*Your goal*: For this exercise, restate the data below with no change at all.

*Saved entries*:
────────────────────
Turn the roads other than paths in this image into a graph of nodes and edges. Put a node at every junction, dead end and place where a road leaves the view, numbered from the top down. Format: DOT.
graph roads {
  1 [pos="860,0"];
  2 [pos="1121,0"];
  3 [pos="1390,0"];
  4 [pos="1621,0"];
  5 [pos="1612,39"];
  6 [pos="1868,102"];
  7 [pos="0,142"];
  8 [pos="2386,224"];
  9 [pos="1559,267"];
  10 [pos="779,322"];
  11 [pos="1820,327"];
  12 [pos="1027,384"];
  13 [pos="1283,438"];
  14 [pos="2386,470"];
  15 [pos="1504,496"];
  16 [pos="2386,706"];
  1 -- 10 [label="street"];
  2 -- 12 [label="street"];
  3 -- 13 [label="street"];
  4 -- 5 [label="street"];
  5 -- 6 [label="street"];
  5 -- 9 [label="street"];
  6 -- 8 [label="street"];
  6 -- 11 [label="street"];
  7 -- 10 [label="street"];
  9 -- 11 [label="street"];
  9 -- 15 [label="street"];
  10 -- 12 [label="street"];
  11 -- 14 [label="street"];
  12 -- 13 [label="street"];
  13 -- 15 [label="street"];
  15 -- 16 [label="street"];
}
────────────────────
*Task solution*:
Turn the roads other than paths in this image into a graph of nodes and edges. Put a node at every junction, dead end and place where a road leaves the view, numbered from the top down. Format: DOT.
graph roads {
  1 [pos="860,0"];
  2 [pos="1121,0"];
  3 [pos="1390,0"];
  4 [pos="1621,0"];
  5 [pos="1612,39"];
  6 [pos="1868,102"];
  7 [pos="0,142"];
  8 [pos="2386,224"];
  9 [pos="1559,267"];
  10 [pos="779,322"];
  11 [pos="1820,327"];
  12 [pos="1027,384"];
  13 [pos="1283,438"];
  14 [pos="2386,470"];
  15 [pos="1504,496"];
  16 [pos="2386,706"];
  1 -- 10 [label="street"];
  2 -- 12 [label="street"];
  3 -- 13 [label="street"];
  4 -- 5 [label="street"];
  5 -- 6 [label="street"];
  5 -- 9 [label="street"];
  6 -- 8 [label="street"];
  6 -- 11 [label="street"];
  7 -- 10 [label="street"];
  9 -- 11 [label="street"];
  9 -- 15 [label="street"];
  10 -- 12 [label="street"];
  11 -- 14 [label="street"];
  12 -- 13 [label="street"];
  13 -- 15 [label="street"];
  15 -- 16 [label="street"];
}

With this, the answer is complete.